Monday, October 09, 2006

World Day Against the Death Penalty: a key legal issue in the USA

Tuesday is World Day Against the Death Penalty. The blog here serves up a mix of those involved in the struggle against state sanctioned killing. As one of the lawyers of our little blogger group, I'd thought I would serve a brief introduction to death penalty litigation and at least one of the issues involved in it that makes it seems so mystifying, ineffective assistance of counsel.

The Louisville Courier-Journal recently took a look at the quality of counsel in an article entitled Death Row Inmates Appeal, Cite Bad Counsel. Kentucky up to the mid-to-late nineties, as well as in many other states (and in Texas, Pennsylvania, and a few other states still), suffered under the a problem counsel who were either too inexperienced or too under-resourced to handle capital cases. The Courier Journal points out what can all too often unfold when that happens:

There was a great deal that the Harlan County jury didn't know about 20-year-old Hugh Marlowe when it sentenced him to death in 1982 for robbing and murdering an elderly man out for a morning walk.

The jury was unaware that Marlowe attempted to hang himself at 6 or 7, and that his parents cursed him as they cut him down.

The jury also had no idea that Marlowe's father repeatedly beat him and his siblings, that Marlowe sometimes slept in a crawl space under the house and that as an adult he exhibited evidence of brain damage.

None of that was introduced at trial because Marlowe's inexperienced attorney made no effort to obtain or to use information about his client's background to save his life. . . .

Goodwyn, Marlowe's trial attorney, said in a recent interview that at the time of trial, he had been practicing law for less than two years, had never before handled a death-penalty case and had tried only a few felony cases of any kind.

"I don't think I had any business doing a case like that, with my level of experience," Goodwyn said. "I don't think I was prepared at all."

Goodwyn doesn't recall talking to anyone in Frankfort about the case -- in part because he said he didn't know enough to seek help, or what to ask for. Nor did it occur to him to request funds to hire expert witnesses, such as a psychologist to assess Marlowe's mental state, or to probe his background.

"I don't think I knew what I was doing," Goodwyn said. "I didn't know what was going on. I didn't investigate anything. I concentrated on guilt or innocence."

In the years since Marlowe went to death row a new Public Advocate in Kentucky, the remarkably gifted Ernie Lewis, has done a good job "draining the swamp" of inexperienced counsel handling capital cases. As that article notes:

Ernie Lewis, the state's public advocate, agreed that public defenders are far less likely to provide ineffective representation in death-penalty cases now than in the past. That is so, Lewis said, in part because the department has adopted American Bar Association standards for legal representation in such cases.

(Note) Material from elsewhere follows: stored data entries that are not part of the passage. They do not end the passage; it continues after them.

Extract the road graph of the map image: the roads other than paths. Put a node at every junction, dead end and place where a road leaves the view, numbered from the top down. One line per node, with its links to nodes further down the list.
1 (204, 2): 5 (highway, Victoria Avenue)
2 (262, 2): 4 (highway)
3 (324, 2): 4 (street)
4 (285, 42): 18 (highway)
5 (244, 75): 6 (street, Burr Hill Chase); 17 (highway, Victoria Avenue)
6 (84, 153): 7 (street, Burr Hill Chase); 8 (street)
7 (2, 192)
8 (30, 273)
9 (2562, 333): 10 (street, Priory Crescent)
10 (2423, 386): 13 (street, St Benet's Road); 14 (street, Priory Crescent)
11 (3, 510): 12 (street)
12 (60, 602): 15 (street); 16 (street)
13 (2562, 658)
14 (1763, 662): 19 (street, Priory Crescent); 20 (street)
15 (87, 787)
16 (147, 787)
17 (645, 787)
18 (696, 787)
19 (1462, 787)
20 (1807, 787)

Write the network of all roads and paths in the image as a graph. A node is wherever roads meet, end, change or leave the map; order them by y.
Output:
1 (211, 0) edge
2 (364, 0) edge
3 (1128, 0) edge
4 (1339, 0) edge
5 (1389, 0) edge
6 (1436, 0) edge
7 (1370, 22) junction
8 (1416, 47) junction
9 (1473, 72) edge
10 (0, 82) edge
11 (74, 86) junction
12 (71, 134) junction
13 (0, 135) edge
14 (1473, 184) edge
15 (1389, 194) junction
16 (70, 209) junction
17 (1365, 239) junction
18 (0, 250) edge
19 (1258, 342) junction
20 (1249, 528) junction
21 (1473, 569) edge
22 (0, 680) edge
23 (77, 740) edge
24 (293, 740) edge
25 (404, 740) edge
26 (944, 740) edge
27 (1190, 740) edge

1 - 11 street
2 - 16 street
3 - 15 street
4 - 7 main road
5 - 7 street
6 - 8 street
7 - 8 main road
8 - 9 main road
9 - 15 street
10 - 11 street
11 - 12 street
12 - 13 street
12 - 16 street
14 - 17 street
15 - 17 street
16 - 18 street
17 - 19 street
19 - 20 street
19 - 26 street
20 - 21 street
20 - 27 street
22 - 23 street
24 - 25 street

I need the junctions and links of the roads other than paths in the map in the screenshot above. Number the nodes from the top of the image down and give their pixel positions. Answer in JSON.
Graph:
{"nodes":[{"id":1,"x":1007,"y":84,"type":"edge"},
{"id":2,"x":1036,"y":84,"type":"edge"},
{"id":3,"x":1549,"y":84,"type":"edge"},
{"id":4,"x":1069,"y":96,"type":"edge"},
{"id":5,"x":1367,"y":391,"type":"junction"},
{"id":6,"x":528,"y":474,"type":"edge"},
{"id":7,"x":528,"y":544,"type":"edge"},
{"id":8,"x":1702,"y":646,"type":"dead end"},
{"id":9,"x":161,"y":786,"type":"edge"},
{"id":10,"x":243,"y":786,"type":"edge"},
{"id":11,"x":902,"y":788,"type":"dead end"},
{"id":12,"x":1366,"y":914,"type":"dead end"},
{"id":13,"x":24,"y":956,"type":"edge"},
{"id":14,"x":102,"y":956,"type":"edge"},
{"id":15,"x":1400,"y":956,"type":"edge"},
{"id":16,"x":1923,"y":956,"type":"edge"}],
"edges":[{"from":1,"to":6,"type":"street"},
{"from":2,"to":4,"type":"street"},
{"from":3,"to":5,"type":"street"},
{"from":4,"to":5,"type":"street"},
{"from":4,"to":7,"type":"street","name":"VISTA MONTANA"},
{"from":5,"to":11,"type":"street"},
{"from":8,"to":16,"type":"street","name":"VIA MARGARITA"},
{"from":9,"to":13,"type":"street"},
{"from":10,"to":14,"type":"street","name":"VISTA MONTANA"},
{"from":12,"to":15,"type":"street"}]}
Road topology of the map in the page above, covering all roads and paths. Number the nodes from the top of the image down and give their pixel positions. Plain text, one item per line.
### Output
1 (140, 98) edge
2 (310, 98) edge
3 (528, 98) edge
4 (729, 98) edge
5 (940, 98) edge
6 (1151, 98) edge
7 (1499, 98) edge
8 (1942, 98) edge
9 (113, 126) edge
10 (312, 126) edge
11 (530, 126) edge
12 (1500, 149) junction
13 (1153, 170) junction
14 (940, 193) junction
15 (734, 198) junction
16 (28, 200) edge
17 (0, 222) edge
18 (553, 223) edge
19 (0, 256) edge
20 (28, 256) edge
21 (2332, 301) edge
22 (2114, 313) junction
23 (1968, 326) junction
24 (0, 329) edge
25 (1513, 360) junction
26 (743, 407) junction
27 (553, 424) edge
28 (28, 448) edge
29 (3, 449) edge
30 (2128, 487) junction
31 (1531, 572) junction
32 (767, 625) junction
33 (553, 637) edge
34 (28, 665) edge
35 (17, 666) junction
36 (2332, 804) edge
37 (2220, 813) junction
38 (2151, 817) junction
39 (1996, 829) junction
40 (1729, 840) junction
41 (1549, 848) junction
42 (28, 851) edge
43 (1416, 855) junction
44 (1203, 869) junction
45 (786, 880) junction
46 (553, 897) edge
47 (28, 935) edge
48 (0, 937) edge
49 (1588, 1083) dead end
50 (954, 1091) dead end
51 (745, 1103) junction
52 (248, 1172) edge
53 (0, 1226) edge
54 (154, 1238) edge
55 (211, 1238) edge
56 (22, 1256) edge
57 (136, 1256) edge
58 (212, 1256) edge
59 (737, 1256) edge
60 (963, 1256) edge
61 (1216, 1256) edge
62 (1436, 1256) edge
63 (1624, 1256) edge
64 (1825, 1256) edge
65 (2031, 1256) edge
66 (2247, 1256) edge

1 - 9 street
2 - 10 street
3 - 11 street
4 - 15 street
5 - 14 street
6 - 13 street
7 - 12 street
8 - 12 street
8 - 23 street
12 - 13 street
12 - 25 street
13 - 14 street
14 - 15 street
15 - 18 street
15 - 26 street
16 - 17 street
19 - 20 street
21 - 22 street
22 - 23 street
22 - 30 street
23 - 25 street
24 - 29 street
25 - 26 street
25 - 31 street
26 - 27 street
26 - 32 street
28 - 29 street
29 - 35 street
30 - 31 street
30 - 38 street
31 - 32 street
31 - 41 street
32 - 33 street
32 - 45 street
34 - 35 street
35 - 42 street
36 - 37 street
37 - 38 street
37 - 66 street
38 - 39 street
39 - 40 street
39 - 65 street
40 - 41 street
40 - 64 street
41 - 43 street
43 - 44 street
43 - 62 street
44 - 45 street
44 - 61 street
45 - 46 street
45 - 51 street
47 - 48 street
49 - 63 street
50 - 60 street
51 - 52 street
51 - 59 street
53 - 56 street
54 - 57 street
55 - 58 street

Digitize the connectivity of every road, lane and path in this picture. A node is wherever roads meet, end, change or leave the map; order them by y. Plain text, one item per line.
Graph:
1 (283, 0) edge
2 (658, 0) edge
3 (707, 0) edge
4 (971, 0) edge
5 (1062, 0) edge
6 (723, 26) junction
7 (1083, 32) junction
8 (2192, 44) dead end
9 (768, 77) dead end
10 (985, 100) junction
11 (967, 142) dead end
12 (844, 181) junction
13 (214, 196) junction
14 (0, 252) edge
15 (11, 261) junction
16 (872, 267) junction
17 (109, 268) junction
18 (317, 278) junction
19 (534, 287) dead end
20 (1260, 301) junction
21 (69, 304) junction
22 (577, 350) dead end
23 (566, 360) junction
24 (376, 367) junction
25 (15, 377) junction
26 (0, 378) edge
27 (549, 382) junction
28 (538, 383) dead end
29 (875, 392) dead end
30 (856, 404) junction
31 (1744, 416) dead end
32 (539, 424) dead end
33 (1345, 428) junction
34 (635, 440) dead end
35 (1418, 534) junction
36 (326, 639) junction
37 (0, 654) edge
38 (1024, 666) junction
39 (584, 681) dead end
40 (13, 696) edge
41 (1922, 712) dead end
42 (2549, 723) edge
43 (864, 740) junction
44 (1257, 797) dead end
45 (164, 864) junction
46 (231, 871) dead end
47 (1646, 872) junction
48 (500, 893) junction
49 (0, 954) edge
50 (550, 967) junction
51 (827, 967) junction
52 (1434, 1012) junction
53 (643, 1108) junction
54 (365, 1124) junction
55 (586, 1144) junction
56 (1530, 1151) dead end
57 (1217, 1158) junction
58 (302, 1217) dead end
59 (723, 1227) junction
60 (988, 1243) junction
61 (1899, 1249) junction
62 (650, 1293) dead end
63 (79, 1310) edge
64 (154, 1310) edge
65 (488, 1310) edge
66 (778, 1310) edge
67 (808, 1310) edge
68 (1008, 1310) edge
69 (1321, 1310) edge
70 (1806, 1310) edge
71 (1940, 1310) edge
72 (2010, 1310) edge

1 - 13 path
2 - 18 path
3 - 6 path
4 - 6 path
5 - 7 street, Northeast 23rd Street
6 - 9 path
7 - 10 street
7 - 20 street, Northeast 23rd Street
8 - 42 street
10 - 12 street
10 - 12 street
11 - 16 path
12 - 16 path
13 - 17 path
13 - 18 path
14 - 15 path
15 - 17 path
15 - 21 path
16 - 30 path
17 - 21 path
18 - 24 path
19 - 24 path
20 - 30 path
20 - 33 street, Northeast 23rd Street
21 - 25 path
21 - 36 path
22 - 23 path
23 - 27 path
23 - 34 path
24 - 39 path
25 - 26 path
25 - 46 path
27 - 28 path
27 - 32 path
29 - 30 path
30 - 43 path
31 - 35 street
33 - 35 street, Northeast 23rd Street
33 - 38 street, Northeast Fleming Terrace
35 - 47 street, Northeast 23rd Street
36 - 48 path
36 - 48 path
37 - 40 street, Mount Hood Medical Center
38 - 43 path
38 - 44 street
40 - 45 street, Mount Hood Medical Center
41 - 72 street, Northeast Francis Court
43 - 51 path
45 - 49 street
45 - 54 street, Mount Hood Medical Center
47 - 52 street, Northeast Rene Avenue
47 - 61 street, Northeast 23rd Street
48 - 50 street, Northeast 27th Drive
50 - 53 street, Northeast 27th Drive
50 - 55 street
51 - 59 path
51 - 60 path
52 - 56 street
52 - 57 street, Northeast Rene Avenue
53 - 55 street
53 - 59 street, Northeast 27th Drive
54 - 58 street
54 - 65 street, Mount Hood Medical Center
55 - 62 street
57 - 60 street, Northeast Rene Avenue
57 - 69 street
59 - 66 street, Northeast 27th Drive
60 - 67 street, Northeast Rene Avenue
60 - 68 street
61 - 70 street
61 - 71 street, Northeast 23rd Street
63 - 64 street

Those standards recommend an experienced defense team consisting of at least two attorneys, an investigator and a "mitigation specialist" who assembles the defendant's social history.

In addition, Lewis said the department also now provides more training for, and oversight of, its attorneys defending capital cases.

It will take several more yeas before the cases in Kentucky where there was a systemic problem of grossly inexperienced attorneys work their way through the system. In Texas, Pennsylvania, and elsewhere, such needed improvements are not necessarily being made and it may be decades before the problem of inexperienced counsel no longer plague those states. Lawyers or law students interested in learning more might do well by considering pro bono work in capital litigation or learning more about the law governing capital punishment.